Cernée à l’Ouest par les Etats-Unis d’un Donald Trump protectionniste et à l’Est par une Russie encore moins disposée à soutenir sa cause, l’Union européenne se trouve peut-être au tournant de son histoire.

2016 ne fut pas une année de tout repos pour l'Union Européenne. Outre le Brexit, elle a dû faire face à la crise des migrants, au conflit syrien, à une vague d’attentats, la remise en cause de l'espace Schengen, la montée des nombreux partis eurosceptiques… Et 2017 ne s'annonce guère mieux, puisqu’un de nos alliés historiques menace de nous tourner le dos. En effet, la politique étrangère de l'administration de Trump, investi vendredi dernier, se veut guidée en premier lieu par la défense des intérêts américains, d'où le slogan « America First ». Le milliardaire veut ainsi renouer avec l'ADN protectionniste des États-Unis. Si, sous certains côtés, on peut penser que cette politique a du bon parce que le protectionnisme implique la non-utilisation du droit d'ingérence, évitant d’éventuelles guerres au prétexte bidon, cette politique signifie également un repli sur les plans économique, diplomatique et commercial, qui serait néfaste pour les relations entre les deux puissances transatlantiques. L'Union Européenne doit ainsi relever deux défis majeurs si elle ne veut pas risquer de voir ses intérêts menacés et son existence remise en cause.

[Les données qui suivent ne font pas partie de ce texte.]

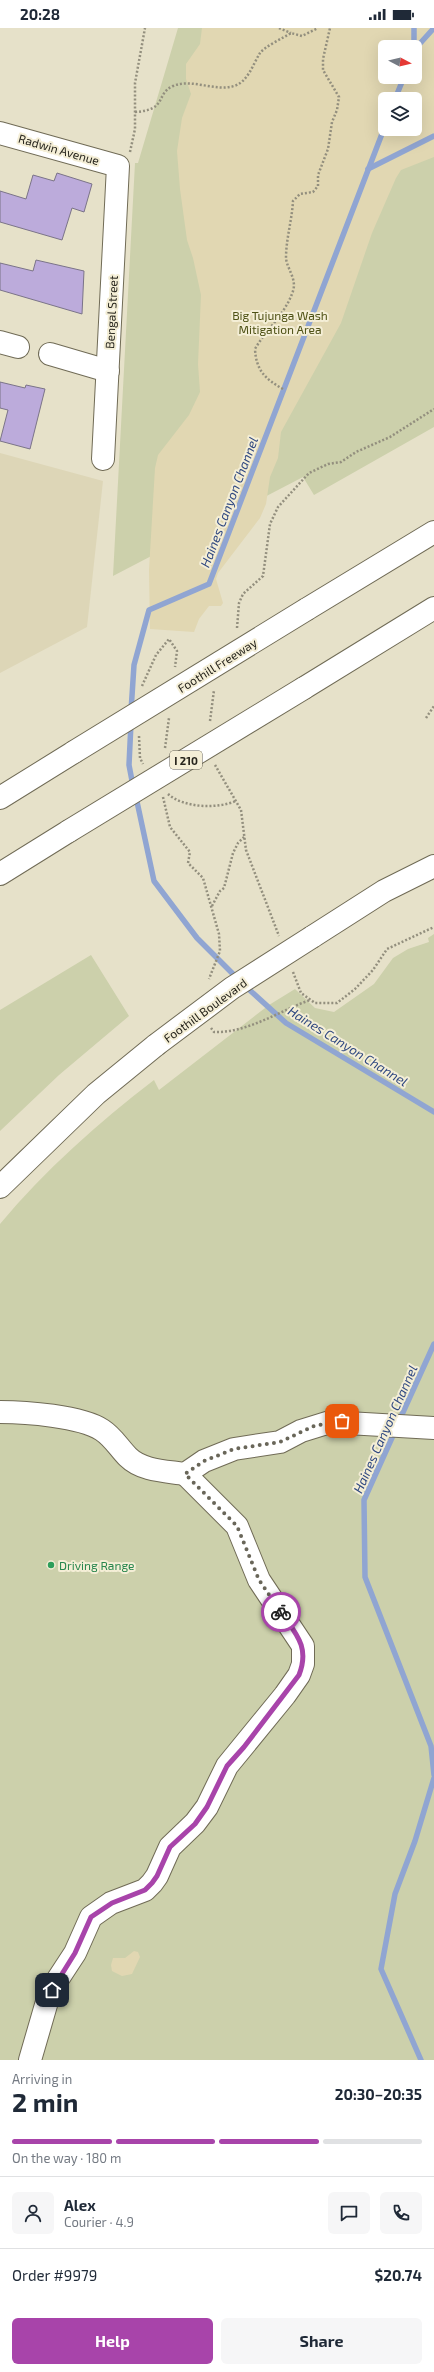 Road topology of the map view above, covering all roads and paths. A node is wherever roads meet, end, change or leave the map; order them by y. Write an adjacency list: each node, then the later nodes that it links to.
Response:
1 (144, 28): 6 (path)
2 (279, 28): 5 (path)
3 (318, 28): 5 (path)
4 (330, 28): 11 (path)
5 (291, 33): 6 (path)
6 (135, 112): 8 (path)
7 (0, 133): 8 (main road, Radwin Avenue)
8 (118, 166): 10 (main road, Bengal Street)
9 (50, 354): 10 (main road)
10 (108, 371): 13 (main road, Bengal Street)
11 (283, 389)
12 (434, 409): 16 (path)
13 (103, 459)
14 (434, 532): 30 (main road, Foothill Freeway, bridge)
15 (434, 608): 34 (main road, I 210, bridge)
16 (236, 630)
17 (174, 675): 19 (path)
18 (214, 687): 23 (path)
19 (140, 694)
20 (434, 706): 22 (path)
21 (169, 714): 25 (path)
22 (426, 718)
23 (210, 724)
24 (139, 731): 27 (path)
25 (165, 751)
26 (212, 760): 31 (path)
27 (146, 770)
28 (165, 792): 31 (path)
29 (162, 793): 35 (path)
30 (0, 798)
31 (236, 801): 32 (path)
32 (244, 837): 35 (path); 37 (path)
33 (434, 866): 42 (main road, Foothill Boulevard, bridge)
34 (0, 874)
35 (212, 906): 39 (path)
36 (434, 926): 40 (path)
37 (279, 937)
38 (290, 965): 40 (path)
39 (208, 983)
40 (311, 1000): 41 (path)
41 (209, 1027)
42 (0, 1187)
43 (0, 1412): 45 (main road)
44 (434, 1428): 45 (main road)
45 (185, 1474): 46 (main road)
46 (30, 2060)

Renforcer l’unité entre les pays-membres

 

Le premier de ces défis est de parvenir à une véritable union. En effet, l'UE n'est plus aussi forte qu'elle a pu l'être par le passé, et il lui faut y remédier. Cela ne veut pas dire qu'il faut revenir à une union restreinte, mais qu’il faut réformer des institutions initialement prévues pour un petit nombre de pays. Il faut également que l’Europe puisse être capable de prendre de décisions communes et avoir les moyens de les faire appliquer. Par exemple, lorsque les pays de l'Union Européenne décident conjointement d’accueillir des réfugiés, Bruxelles ne peut pas laisser le président hongrois poser des barbelés à ses frontières pour empêcher les migrants de passer. Problème : les politiques nationales priment sur les décisions européennes, et les dirigeants européens ne peuvent revenir sur une décision nationale. L'Union doit donc régler les conflits qui l'opposent en interne pour lui permettre d'avancer et de s'unir afin de résister à la pression économique et financière des autres puissances comme les États-Unis, la Russie ou la Chine. L'institution apparaît en effet comme la seule manière pour les pays européens d'exister sur la scène internationale à l’heure actuelle.

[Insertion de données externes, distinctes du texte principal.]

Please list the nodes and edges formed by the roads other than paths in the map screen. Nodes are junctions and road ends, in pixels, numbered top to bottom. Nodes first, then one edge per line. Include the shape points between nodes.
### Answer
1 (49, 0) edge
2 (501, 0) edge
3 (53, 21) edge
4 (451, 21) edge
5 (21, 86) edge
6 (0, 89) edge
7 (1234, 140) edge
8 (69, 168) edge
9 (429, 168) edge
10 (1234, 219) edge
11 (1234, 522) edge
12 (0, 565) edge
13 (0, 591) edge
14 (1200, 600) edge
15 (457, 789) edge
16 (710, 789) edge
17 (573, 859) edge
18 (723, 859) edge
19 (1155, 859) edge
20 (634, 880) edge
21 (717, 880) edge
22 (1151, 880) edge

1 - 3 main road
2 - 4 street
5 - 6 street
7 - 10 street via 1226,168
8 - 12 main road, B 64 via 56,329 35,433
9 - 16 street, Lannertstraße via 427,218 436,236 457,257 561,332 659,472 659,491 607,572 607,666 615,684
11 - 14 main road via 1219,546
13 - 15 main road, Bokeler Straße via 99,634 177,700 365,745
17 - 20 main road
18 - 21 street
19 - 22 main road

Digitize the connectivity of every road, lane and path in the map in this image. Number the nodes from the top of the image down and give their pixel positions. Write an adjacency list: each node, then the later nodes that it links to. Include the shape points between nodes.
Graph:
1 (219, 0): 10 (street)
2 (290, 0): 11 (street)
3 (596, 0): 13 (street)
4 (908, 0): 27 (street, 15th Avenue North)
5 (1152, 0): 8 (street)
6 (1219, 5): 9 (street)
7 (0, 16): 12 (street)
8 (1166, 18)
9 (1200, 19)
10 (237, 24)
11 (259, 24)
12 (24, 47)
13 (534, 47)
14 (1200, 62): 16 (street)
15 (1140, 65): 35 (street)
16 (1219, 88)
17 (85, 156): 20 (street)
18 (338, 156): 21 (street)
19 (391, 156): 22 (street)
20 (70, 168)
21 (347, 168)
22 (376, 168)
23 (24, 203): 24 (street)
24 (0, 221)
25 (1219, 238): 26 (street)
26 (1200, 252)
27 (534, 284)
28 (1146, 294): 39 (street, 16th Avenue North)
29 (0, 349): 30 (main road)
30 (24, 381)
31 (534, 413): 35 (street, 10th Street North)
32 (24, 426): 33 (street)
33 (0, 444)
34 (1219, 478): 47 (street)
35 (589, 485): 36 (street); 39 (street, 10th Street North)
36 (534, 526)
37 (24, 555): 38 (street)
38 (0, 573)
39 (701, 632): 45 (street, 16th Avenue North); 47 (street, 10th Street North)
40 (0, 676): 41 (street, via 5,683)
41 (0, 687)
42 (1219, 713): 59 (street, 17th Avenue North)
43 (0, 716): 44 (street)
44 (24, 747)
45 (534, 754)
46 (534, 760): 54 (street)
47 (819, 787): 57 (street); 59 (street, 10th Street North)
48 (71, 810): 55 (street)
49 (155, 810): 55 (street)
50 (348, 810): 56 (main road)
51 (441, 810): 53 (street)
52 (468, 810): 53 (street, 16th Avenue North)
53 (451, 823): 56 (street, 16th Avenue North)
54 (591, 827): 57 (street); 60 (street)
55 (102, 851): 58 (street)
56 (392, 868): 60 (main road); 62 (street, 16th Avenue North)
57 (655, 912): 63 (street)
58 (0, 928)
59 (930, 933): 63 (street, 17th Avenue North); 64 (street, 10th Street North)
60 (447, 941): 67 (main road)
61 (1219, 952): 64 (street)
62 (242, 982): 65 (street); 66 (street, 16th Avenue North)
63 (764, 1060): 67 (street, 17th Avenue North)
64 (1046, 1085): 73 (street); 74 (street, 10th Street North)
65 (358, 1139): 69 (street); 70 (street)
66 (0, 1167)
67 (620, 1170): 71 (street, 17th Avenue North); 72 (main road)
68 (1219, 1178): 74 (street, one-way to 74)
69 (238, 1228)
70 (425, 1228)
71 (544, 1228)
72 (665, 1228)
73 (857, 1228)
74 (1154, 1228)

Défendre la démocratie et la liberté

 

En plus de s'unir, l'Union européenne doit se poser en garant de la démocratie et des libertés individuelles. Ce rôle était auparavant occupé par les États-Unis depuis la sortie de la seconde guerre mondiale, mais ils ne semblent plus aujourd’hui avoir l’ambition de le tenir. Ainsi, les 27 doivent avoir le courage d'intervenir dans des conflits lorsque les principes de la déclaration universelle des droits de l'homme et du citoyen sont bafoués – comme ce fut le cas en Syrie. Pour cela, elle doit se doter d'une puissance diplomatique plus importante et communiquer d'une seule et unique voix, sans pour autant prendre de décisions unilatérales.
Cela passe également par l’existence d’une puissance militaire dissuasive, qui pourrait se traduire par la création d'une force de défense commune. L’Union européenne devra prouver qu’elle n'a pas peur de se dresser contre les grandes puissances telles que les États-Unis. Les avertissements de la chancelière allemande Angela Merkel et du président français François Hollande sur les valeurs traditionnellement partagées par les États-Unis et l'Union Européenne font dans cette optique figure de piqûre de rappel.

 

Même s'il est probable que l’isolationnisme mis en avant par Trump dans sa campagne et dans son discours d’investiture soit en partie réduit par le Congrès, l'Union européenne doit se préparer à vivre pendant quatre ans sans l'aide des États-Unis. L'enjeu pour l'UE est donc de redevenir la place forte qu'elle fut par le passé, sous peine de risquer l’émergence accrue de partis eurosceptiques et nationalistes, ouvrant dans le même mouvement d’autres départs de pays-membres. Si Trump confirme concrètement les propos tenus la semaine dernière, l’Union se verra forcée de montrer qu'elle est capable d'exister sans les États-Unis. Si elle se sort de ce défi sans encombre, elle pourra envisager de meilleurs lendemains. Dans le cas contraire, il sera temps d’engager son pronostic vital.